I’ve been meaning to read this for ages — I love the idea of a retelling of the Twelve Dancing Princesses set in the world of Manhattan during prohibition. It just sounded fascinating: how could it be transformed, how would it play out? The answer is: fairly loosely. That’s not a criticism — I think sticking too rigidly to the story would have killed this book. Instead of sticking to a particular version, it makes its own, with other fairytale elements coming in: the wicked father, the dead mother, the twelve unwanted and unseen daughters, it’s all the stuff of fables. I think the transformation worked really well.
On the level of the characters and plot apart from the retelling — which can sometimes be enjoyable just for its own sake — I loved the way it picks out a few of the girls and makes them distinct, different, disparate people all trapped together.
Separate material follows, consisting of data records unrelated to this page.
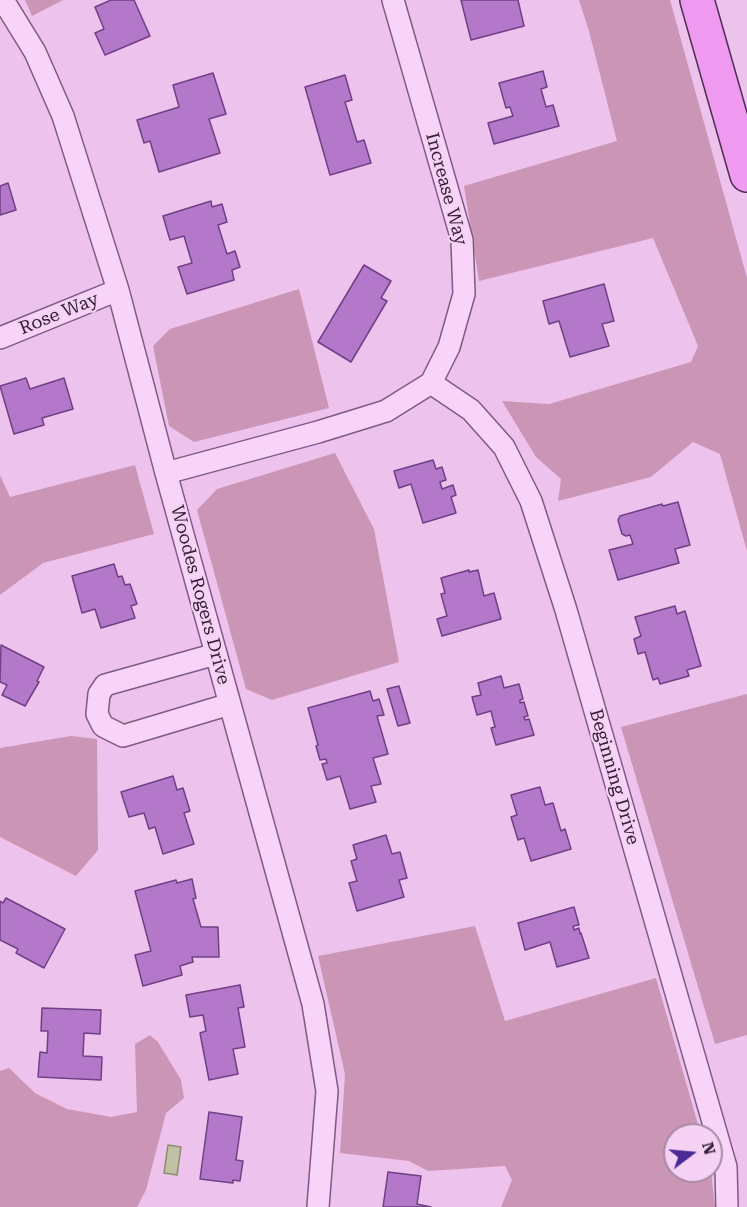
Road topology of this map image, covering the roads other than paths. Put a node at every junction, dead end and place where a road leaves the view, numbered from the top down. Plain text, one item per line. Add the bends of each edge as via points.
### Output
1 (3, 0) edge
2 (393, 0) edge
3 (697, 0) edge
4 (747, 175) edge
5 (118, 290) junction
6 (0, 338) edge
7 (431, 383) junction
8 (166, 473) junction
9 (216, 654) junction
10 (230, 704) junction
11 (318, 1207) edge
12 (727, 1207) edge

1 - 5 street, Woodes Rogers Drive via 35,52 63,116
2 - 7 street, Increase Way via 462,240 464,294 449,347
3 - 4 main road
5 - 6 street, Rose Way
5 - 8 street, Woodes Rogers Drive
7 - 8 street via 386,411
7 - 12 street, Beginning Drive via 471,410 504,447 531,501 723,1156
8 - 9 street, Woodes Rogers Drive
9 - 10 street, Woodes Rogers Drive
9 - 10 street via 105,685 99,694 97,714 103,726 123,736
10 - 11 street, Woodes Rogers Drive via 313,1004 327,1091

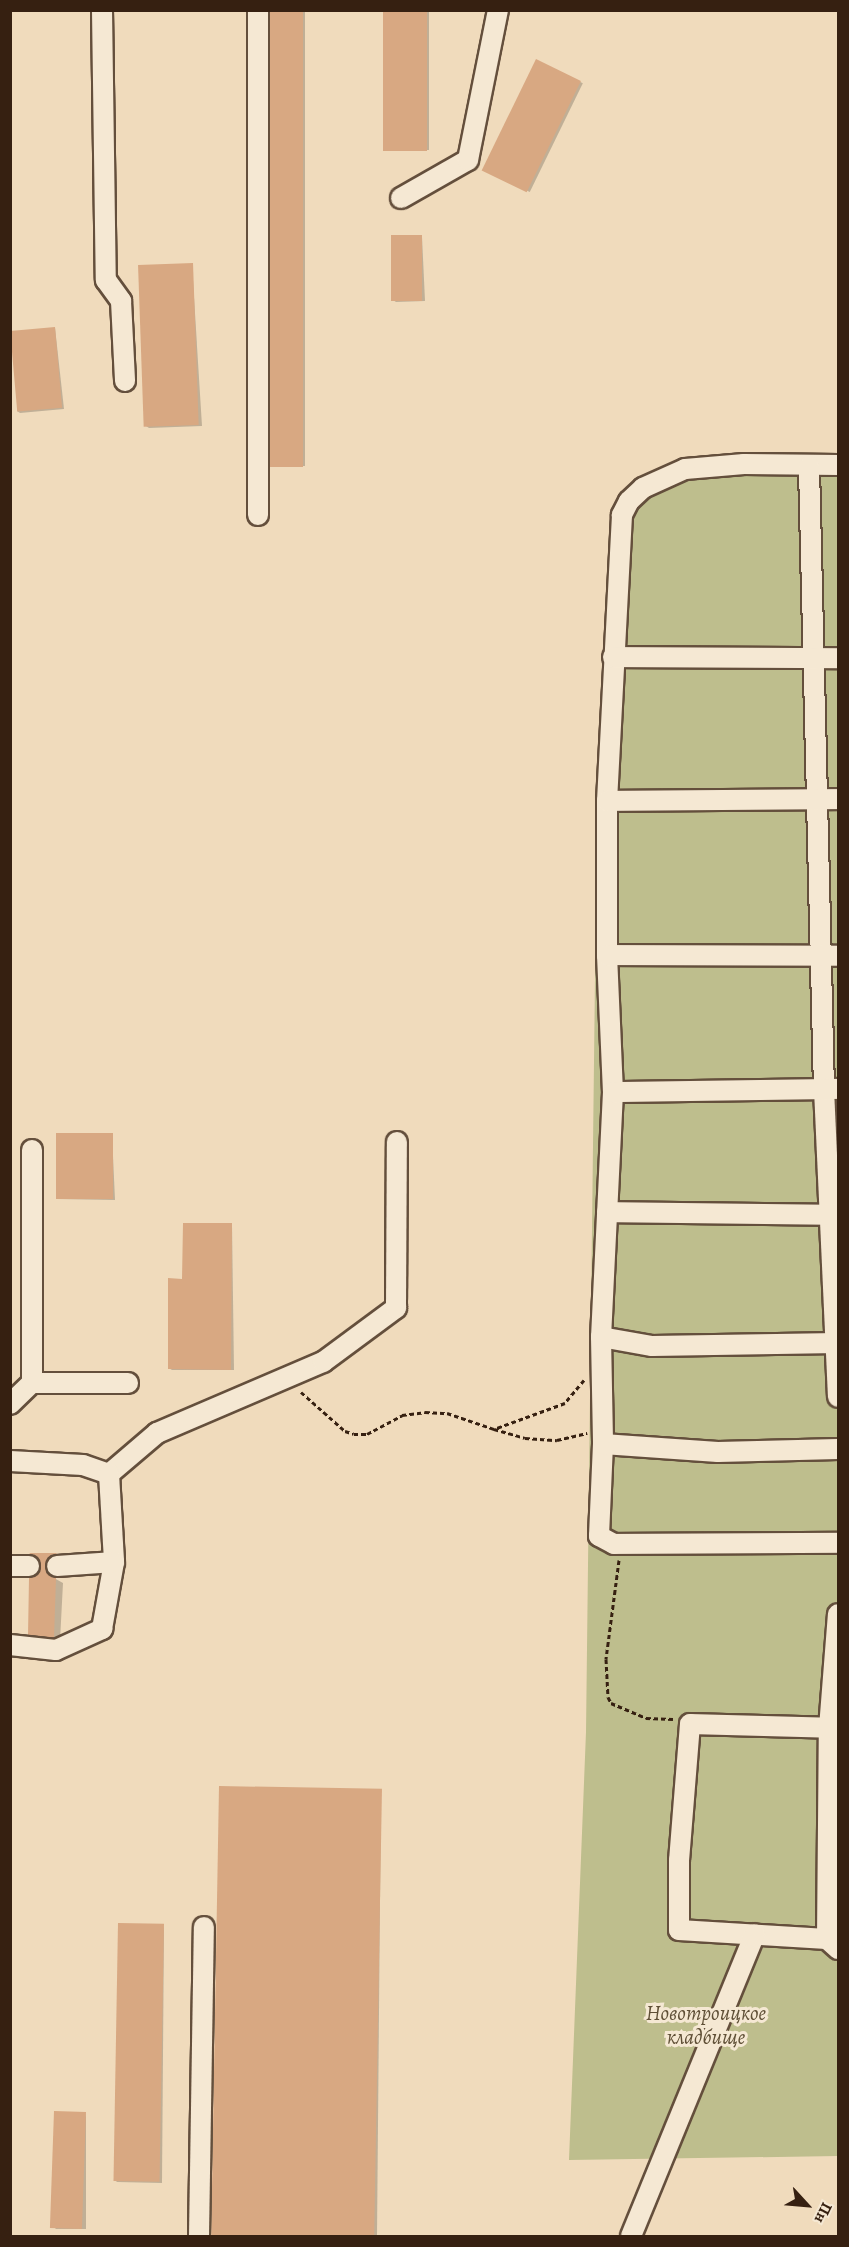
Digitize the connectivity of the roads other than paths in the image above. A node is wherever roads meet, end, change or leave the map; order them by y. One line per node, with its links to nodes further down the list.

Most of it is limited to Jo’s point of view: she’s the older sister, and she’s used to making sacrifices for the others, and to her sisters regarding her as the unbending ‘General’, rather than a feeling person. This is done really well, especially in the section after they escape: Jo has to learn how to deal with life without having eleven other people to think of, and she doesn’t know what to do — without them relying on her, who is she?
Overall, I enjoyed it a lot; I think the only thing that would’ve made it better was maybe more time with some of the other sisters, even if it was only the more clearly drawn ones like Lou, Doris and Ella. That would have given a different and closer perspective on the girls, been a way to get to know them in other ways. Nonetheless, it makes sense that there wasn’t space for it — and I wouldn’t want this book to get bloated, since I thought it was perfectly paced.